Reputation: 741
I'm a little confused why my rancher-agent
is no longer able to connect to the cluster server. This was working for me for a long time, but it appears to have broken on its own. DNS and networking confuses me.
My setup:
Ubuntu 20.04.6 LTS
Docker version 23.0.1
v2.6.5
I have configured my cluster to run a single node, as specified here, and then I followed the advanced setup instructions to run rancher/rancher
and rancher/rancher-agent
on the same node.
Everything boots and runs. I can access all my applications in my cluster from https://homelab.local
and everything loads and runs. My rancher admin UI boots on https://homelab.local:8443/dashboard/home
. The issue is that I cannot manage the cluster at all.

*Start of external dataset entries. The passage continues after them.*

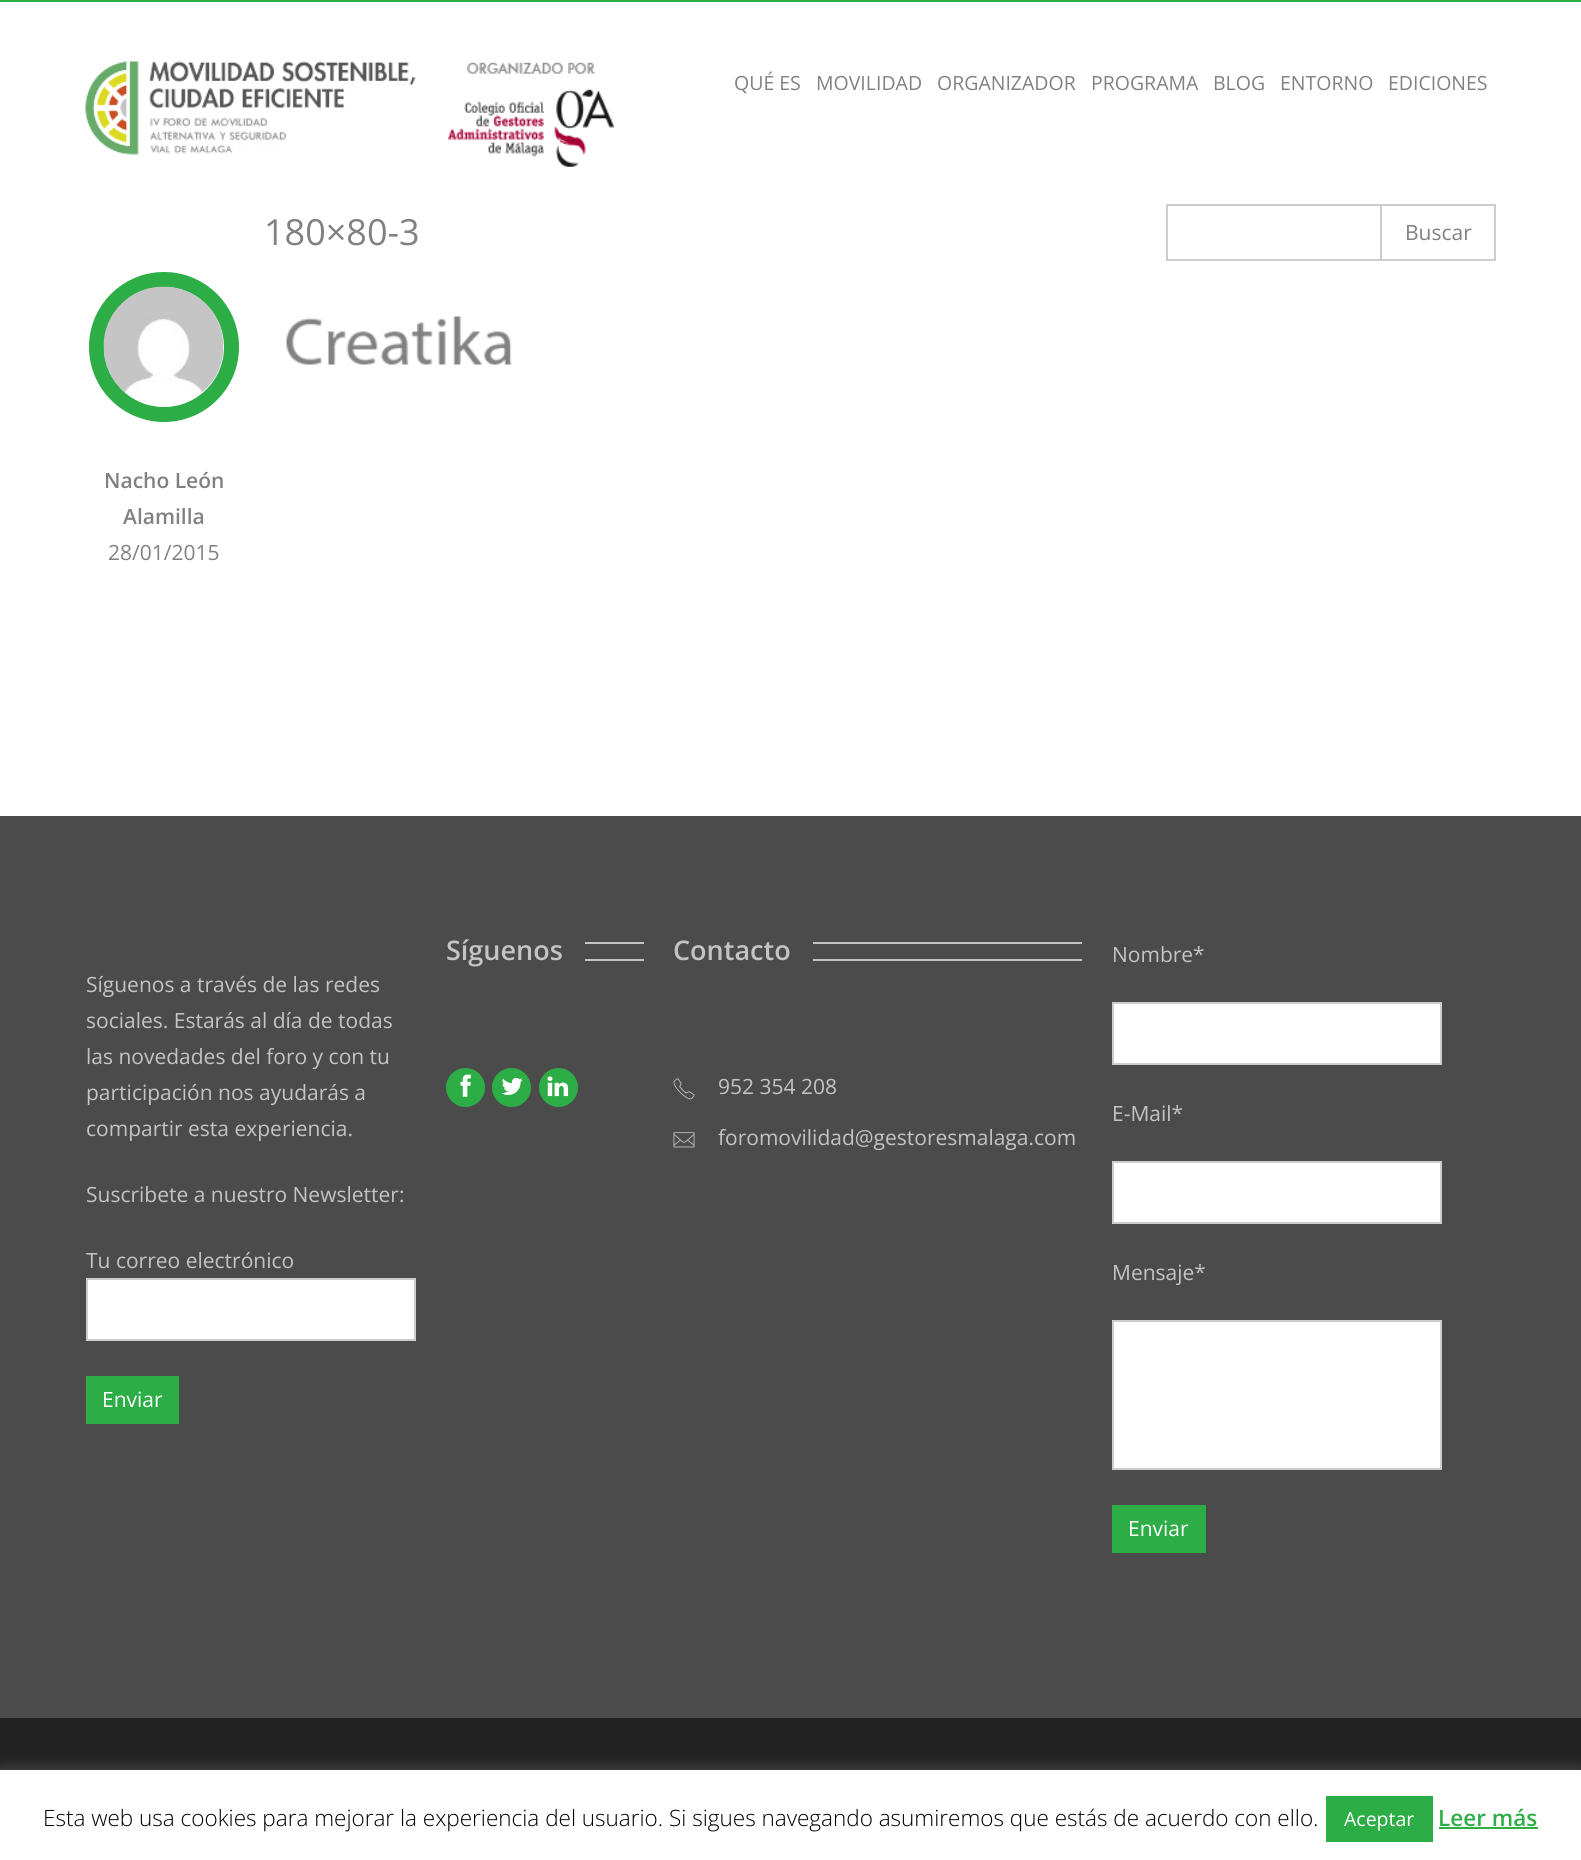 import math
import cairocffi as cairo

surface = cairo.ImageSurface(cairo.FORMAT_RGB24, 1581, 1860)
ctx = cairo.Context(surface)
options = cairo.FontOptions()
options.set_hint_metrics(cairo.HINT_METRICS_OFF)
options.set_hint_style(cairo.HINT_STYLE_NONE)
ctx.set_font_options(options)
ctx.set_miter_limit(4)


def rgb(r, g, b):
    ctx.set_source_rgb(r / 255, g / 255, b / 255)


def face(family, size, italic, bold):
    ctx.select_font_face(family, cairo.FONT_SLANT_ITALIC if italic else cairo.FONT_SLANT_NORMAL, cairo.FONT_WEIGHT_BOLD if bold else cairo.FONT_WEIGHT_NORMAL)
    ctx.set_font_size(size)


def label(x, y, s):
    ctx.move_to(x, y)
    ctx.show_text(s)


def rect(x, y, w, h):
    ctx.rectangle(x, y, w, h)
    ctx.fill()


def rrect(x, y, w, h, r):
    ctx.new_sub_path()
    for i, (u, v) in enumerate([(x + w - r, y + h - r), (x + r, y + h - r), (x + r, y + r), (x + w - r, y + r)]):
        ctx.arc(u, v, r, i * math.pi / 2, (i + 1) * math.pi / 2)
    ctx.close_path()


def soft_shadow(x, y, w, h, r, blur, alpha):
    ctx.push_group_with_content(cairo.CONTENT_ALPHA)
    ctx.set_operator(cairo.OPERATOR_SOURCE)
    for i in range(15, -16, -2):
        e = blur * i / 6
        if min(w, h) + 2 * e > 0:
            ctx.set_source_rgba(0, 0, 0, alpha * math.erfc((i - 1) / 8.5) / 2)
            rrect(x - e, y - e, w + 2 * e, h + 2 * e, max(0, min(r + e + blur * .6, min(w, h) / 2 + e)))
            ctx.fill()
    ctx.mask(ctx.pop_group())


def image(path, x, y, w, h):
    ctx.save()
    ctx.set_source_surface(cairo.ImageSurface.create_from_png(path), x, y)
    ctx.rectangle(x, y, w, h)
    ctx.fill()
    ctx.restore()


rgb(255, 255, 255)
ctx.paint()
rgb(44, 173, 69)
rect(0, 0, 1581, 2)
image('image0.png', 85, 61, 331, 94)
image('image1.png', 448, 62, 167, 105)
face('Open Sans', 19.5, 0, 0)
rgb(129, 129, 129)
label(734, 90, 'QUÉ ES')
label(816, 90, 'MOVILIDAD')
label(937, 90, 'ORGANIZADOR')
label(1091, 90, 'PROGRAMA')
label(1213, 90, 'BLOG')
label(1280, 90, 'ENTORNO')
label(1388, 90, 'EDICIONES')
face('Open Sans', 36, 0, 0)
label(264, 245, '180×80-3')
image('image2.png', 286, 316, 226, 49)
ctx.arc(164, 347, 67.5, 0, 2 * math.pi)
rgb(44, 173, 69)
ctx.set_line_width(15)
ctx.stroke()
image('image3.png', 103, 286, 121, 121)
face('Open Sans SemiBold', 21, 0, 0)
rgb(129, 129, 129)
label(104, 488, 'Nacho León')
label(123, 524, 'Alamilla')
face('Open Sans', 21, 0, 0)
label(108, 560, '28/01/2015')
ctx.rectangle(1167, 205, 328, 55)
rgb(205, 205, 205)
ctx.set_line_width(2)
ctx.stroke()
ctx.rectangle(1381, 205, 114, 55)
ctx.stroke()
rgb(129, 129, 129)
label(1405, 240, 'Buscar')
rgb(75, 75, 75)
rect(0, 816, 1581, 902)
rgb(196, 196, 196)
label(86, 992, 'Síguenos a través de las redes')
label(86, 1028, 'sociales. Estarás al día de todas')
label(86, 1064, 'las novedades del foro y con tu')
label(86, 1100, 'participación nos ayudarás a')
label(86, 1136, 'compartir esta experiencia.')
label(86, 1202, 'Suscribete a nuestro Newsletter:')
label(86, 1268, 'Tu correo electrónico')
rgb(255, 255, 255)
ctx.rectangle(87, 1279, 328, 61)
ctx.fill_preserve()
rgb(205, 205, 205)
ctx.stroke()
rgb(44, 173, 69)
rect(86, 1376, 93, 48)
rgb(255, 255, 255)
label(102, 1407, 'Enviar')
face('Open Sans SemiBold', 27, 0, 0)
rgb(196, 196, 196)
label(446, 960, 'Síguenos')
rect(585, 942, 59, 2)
rect(585, 959, 59, 2)
rgb(44, 173, 69)
ctx.new_path()
ctx.arc(465.5, 1087.5, 19.5, 0, 2 * math.pi)
ctx.fill()
image('image4.png', 460, 1074, 11, 23)
ctx.arc(511.5, 1087.5, 19.5, 0, 2 * math.pi)
ctx.fill()
image('image5.png', 501, 1077, 22, 18)
ctx.arc(558.5, 1087.5, 19.5, 0, 2 * math.pi)
ctx.fill()
image('image6.png', 547, 1076, 22, 21)
rgb(196, 196, 196)
label(673, 960, 'Contacto')
rect(813, 942, 269, 2)
rect(813, 959, 269, 2)
image('image7.png', 673, 1078, 22, 22)
face('Open Sans', 21, 0, 0)
label(718, 1094, '952 354 208')
image('image8.png', 673, 1132, 22, 16)
label(718, 1145, 'foromovilidad@gestoresmalaga.com')
label(1112, 962, 'Nombre*')
rgb(255, 255, 255)
ctx.rectangle(1113, 1003, 328, 61)
ctx.fill_preserve()
rgb(205, 205, 205)
ctx.stroke()
rgb(196, 196, 196)
label(1112, 1121, 'E-Mail*')
rgb(255, 255, 255)
ctx.rectangle(1113, 1162, 328, 61)
ctx.fill_preserve()
rgb(205, 205, 205)
ctx.stroke()
rgb(196, 196, 196)
label(1112, 1280, 'Mensaje*')
rgb(255, 255, 255)
ctx.rectangle(1113, 1321, 328, 148)
ctx.fill_preserve()
rgb(205, 205, 205)
ctx.stroke()
rgb(44, 173, 69)
rect(1112, 1505, 94, 48)
rgb(255, 255, 255)
label(1128, 1536, 'Enviar')
rgb(34, 34, 34)
rect(0, 1718, 1581, 52)
rgb(172, 171, 171)
soft_shadow(0, 1769, 1581, 90, 0, 7.5, 0.3)
rgb(255, 255, 255)
rect(0, 1770, 1581, 90)
face('Open Sans Light', 22.5, 0, 0)
rgb(0, 0, 0)
label(43, 1826, 'Esta web usa cookies para mejorar la experiencia del usuario. Si sigues navegando asumiremos que estás de acuerdo con ello.')
rgb(44, 173, 69)
rect(1326, 1796, 107, 46)
face('Open Sans', 19.5, 0, 0)
rgb(255, 255, 255)
label(1344, 1826, 'Aceptar')
face('Open Sans SemiBold', 22.5, 0, 0)
rgb(44, 173, 69)
label(1438, 1826, 'Leer más')
rect(1439, 1827, 99, 2)
surface.write_to_png('render.png')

I see these two errors under Cluster Management:
Unsupported Docker version found [23.0.1] on host [192.168.0.75], supported versions are [1.13.x 17.03.x 17.06.x 17.09.x 18.06.x 18.09.x 19.03.x 20.10.x]
and
[Disconnected] Cluster agent is not connected
So it appears that I have inadvertently upgraded Docker and this is breaking my cluster?
When I run kubectl get pods, I get some kind of cert error:
kubectl get nodes
E0326 19:56:23.504726 70231 memcache.go:265] couldn't get current server API group list: Get "https://localhost:8443/api?timeout=32s": x509: certificate signed by unknown authority
E0326 19:56:23.506701 70231 memcache.go:265] couldn't get current server API group list: Get "https://localhost:8443/api?timeout=32s": x509: certificate signed by unknown authority
E0326 19:56:23.508357 70231 memcache.go:265] couldn't get current server API group list: Get "https://localhost:8443/api?timeout=32s": x509: certificate signed by unknown authority
E0326 19:56:23.510425 70231 memcache.go:265] couldn't get current server API group list: Get "https://localhost:8443/api?timeout=32s": x509: certificate signed by unknown authority
E0326 19:56:23.513743 70231 memcache.go:265] couldn't get current server API group list: Get "https://localhost:8443/api?timeout=32s": x509: certificate signed by unknown authority
Unable to connect to the server: x509: certificate signed by unknown authority
How can I get my cluster back to a good state?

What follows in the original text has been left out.